With so many options available to travellers, is there really any need for travel agents anymore?
Naturally, the agents will say yes. 'Hong Kong is an immature online market so travel agents are even more important,' says David Fraser, general manager of Flight Centre Greater China, a travel group that's defying the online wave by opening its second store in Hong Kong this year.
'People still want to deal with people, when there's an ash cloud or when they miss a flight.'
Fraser says that travellers with specific dates or needs won't necessarily find the best deals if they try to do it themselves. 'You might snag an air deal or a hotel deal but you need to be pretty flexible with when you can travel.'
For the best price, online providers argue that it's best to go direct. 'The power and the information moves over to you, the consumer,' says Johan Svanstrom, vice-president and managing director, Asia-Pacific, of online booking group hotels.com.
Svanstrom cites the example of pricing options for a hotel where there could be a variety of packages available from different sources online, including direct from the hotel. A consumer can weigh up the choices, as opposed to leaving it in the hands of an agent. 'One thing you see with quite a lot of providers is a price-match guarantee,' he says. 'It sounds a bit boring, but it's a good way of hedging.'
However, there are two provisos with this method. Travellers need to invest time into shopping around and weighing up the options, and they need to exercise due diligence. 'You have to be a little bit wary of who you're doing business with, you're giving out personal credit card details.'
Be flexible: moving travel dates even one or two days either side can get you better airfares
Book in advance to get exactly what you want
Consider low-cost airlines
Watch your timing: with the middle class expanding in countries such as Vietnam, India and China, beware of peak domestic travel periods such as school holidays
Whether booking online or through a travel agent, changes in the industry are working in travellers' favour. Providers are offering more deals as consumers become more savvy in the way they find a room.

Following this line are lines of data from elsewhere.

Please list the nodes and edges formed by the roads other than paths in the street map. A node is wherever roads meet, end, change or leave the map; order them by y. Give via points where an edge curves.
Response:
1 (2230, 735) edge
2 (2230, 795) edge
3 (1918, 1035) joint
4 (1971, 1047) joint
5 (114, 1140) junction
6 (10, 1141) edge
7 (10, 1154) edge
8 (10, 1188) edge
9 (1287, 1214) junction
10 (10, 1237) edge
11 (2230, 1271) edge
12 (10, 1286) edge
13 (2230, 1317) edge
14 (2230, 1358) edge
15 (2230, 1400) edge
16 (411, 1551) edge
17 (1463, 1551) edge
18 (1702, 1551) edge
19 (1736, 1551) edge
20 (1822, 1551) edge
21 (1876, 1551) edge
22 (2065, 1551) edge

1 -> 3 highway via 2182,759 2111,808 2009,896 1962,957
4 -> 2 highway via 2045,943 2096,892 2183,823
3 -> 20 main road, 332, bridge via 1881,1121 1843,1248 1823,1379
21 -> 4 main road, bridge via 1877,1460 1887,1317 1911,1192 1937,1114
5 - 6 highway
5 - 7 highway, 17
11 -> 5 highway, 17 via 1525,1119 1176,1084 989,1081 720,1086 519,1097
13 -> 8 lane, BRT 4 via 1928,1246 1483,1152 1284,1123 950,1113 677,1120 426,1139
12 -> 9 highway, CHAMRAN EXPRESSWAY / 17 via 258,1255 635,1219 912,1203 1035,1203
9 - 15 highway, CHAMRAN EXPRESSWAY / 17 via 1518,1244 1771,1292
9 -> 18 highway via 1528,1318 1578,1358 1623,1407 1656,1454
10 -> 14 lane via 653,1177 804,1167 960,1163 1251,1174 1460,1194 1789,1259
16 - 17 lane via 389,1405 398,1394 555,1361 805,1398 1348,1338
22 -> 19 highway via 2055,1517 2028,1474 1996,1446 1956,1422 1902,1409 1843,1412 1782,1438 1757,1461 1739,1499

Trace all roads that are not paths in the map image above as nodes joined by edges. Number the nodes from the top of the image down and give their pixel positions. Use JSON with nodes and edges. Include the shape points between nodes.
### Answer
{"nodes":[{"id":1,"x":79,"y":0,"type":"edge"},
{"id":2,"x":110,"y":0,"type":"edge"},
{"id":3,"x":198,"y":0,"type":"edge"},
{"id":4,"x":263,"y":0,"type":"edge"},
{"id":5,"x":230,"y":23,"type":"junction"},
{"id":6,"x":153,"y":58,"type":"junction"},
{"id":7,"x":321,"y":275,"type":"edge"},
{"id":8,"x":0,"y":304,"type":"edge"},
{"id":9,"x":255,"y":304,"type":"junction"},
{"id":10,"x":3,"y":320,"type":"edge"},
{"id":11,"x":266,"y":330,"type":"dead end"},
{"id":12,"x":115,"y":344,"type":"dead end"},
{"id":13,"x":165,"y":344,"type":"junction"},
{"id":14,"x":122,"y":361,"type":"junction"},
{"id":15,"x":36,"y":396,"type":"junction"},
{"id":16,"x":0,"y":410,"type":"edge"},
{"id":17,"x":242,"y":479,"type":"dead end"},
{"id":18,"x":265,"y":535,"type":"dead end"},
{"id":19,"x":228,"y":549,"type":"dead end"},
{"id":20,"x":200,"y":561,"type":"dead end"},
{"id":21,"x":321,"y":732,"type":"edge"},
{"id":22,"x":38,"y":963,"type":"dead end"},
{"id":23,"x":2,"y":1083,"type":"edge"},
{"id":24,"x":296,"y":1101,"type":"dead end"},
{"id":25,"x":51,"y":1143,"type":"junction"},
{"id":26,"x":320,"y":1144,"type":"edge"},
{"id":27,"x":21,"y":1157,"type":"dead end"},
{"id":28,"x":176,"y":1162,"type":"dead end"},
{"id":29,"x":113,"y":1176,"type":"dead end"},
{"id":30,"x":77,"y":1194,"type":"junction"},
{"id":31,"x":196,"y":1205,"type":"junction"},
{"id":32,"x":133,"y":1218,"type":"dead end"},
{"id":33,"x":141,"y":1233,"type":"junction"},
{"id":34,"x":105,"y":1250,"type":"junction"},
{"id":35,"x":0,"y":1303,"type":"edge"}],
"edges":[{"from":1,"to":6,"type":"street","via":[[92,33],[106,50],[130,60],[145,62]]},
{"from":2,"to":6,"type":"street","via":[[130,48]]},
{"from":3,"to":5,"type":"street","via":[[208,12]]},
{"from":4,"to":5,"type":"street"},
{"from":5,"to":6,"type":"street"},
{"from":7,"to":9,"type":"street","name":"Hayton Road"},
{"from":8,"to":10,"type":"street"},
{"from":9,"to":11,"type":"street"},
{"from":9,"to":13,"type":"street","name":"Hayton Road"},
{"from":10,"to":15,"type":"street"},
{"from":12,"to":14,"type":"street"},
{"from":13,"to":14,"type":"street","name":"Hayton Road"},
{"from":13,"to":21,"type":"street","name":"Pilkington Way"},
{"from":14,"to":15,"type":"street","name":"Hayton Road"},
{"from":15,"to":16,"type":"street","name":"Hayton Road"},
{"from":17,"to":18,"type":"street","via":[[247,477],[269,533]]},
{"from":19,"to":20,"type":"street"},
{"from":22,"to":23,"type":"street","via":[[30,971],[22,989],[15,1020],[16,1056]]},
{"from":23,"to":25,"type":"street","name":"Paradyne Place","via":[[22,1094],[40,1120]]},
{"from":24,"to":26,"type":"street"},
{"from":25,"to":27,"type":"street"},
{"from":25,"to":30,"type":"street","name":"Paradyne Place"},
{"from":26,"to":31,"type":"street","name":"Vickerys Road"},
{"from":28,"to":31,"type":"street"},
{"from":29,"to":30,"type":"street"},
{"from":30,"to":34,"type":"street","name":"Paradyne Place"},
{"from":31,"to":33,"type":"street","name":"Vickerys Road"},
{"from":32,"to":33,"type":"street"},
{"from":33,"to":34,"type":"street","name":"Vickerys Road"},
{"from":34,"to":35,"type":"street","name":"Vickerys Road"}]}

'Hotels in bigger cities have discovered [faster] ways of getting rid of inventory,' says Svanstrom.
A hotel might have 10 rooms left for the day and will lower the price for a short window to grab the attention of consumers who are quickly searching for deals online, particularly on their mobile phones. This tactic is in danger of being overused - hotels are increasingly wary of travellers who make last-minute bookings to take advantage of discounts, says Svanstrom.
Big cities are also a smart place to look for cheap weekends away, not only because of the obvious ease-of-travel factor but because larger hotels are looking to fill the rooms left vacant by the weekday business market. China is proving a particularly attractive market for Hongkongers.